**REQUIRED WORK**.
From the entries below, copy every line where the string "change" appears.

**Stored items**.
++++++
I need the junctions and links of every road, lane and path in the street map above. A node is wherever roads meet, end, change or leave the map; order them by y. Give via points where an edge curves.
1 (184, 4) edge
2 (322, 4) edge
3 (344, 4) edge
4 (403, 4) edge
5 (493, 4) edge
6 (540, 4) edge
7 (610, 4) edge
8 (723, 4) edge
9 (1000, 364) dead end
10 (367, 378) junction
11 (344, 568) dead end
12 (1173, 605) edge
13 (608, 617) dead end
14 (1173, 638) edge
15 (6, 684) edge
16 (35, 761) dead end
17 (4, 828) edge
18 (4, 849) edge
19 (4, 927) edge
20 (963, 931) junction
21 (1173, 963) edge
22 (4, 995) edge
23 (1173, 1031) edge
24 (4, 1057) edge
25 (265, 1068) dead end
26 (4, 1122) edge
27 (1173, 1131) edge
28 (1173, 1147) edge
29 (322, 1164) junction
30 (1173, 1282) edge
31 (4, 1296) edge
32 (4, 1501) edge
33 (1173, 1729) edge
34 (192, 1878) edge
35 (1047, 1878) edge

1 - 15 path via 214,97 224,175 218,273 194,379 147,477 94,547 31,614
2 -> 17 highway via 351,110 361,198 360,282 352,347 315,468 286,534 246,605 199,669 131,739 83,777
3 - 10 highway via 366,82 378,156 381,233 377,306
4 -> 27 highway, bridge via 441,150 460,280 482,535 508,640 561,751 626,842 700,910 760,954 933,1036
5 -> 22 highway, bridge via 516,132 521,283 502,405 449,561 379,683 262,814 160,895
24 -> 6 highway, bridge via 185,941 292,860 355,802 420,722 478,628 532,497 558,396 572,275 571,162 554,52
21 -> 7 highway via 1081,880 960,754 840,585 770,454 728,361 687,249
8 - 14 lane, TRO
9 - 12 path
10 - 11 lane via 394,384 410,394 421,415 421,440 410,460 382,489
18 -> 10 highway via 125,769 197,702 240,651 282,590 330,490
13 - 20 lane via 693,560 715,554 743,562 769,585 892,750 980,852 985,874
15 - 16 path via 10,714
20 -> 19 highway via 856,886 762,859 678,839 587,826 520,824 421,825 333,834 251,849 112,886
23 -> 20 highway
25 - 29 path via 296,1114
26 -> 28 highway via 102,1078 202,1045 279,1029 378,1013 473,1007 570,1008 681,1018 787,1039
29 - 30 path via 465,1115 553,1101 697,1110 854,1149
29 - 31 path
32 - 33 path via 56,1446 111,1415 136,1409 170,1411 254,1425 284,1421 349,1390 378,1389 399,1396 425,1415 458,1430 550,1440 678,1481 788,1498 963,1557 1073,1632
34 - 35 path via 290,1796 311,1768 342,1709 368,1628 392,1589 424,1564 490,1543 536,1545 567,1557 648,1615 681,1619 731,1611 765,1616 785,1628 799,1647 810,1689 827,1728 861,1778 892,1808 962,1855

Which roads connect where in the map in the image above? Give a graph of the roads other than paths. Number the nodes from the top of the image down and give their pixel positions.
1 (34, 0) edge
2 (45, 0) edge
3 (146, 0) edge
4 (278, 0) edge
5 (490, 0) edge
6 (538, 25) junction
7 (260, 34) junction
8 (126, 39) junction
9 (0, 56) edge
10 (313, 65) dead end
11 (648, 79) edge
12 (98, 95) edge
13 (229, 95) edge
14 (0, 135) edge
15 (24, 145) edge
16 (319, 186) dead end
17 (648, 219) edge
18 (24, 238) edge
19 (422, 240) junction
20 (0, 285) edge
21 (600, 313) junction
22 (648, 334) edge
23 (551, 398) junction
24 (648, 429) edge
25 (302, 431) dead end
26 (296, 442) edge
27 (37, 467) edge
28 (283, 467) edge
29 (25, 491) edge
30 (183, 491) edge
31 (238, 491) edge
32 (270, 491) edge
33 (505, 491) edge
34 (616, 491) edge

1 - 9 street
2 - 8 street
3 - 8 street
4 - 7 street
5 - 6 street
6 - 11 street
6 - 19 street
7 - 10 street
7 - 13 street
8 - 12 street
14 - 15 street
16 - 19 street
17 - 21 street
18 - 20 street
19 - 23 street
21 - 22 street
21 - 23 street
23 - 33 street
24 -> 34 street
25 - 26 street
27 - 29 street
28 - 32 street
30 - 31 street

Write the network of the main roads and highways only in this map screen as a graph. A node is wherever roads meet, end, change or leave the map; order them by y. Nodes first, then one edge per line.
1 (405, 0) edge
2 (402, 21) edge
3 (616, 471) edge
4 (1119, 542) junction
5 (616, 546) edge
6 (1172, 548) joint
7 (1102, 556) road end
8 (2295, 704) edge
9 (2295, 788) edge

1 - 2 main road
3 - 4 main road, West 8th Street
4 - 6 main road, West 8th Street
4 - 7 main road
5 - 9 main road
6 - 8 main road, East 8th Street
++++++
**TASK SOLUTION**.
I need the junctions and links of every road, lane and path in the street map above. A node is wherever roads meet, end, change or leave the map; order them by y. Give via points where an edge curves.
Write the network of the main roads and highways only in this map screen as a graph. A node is wherever roads meet, end, change or leave the map; order them by y. Nodes first, then one edge per line.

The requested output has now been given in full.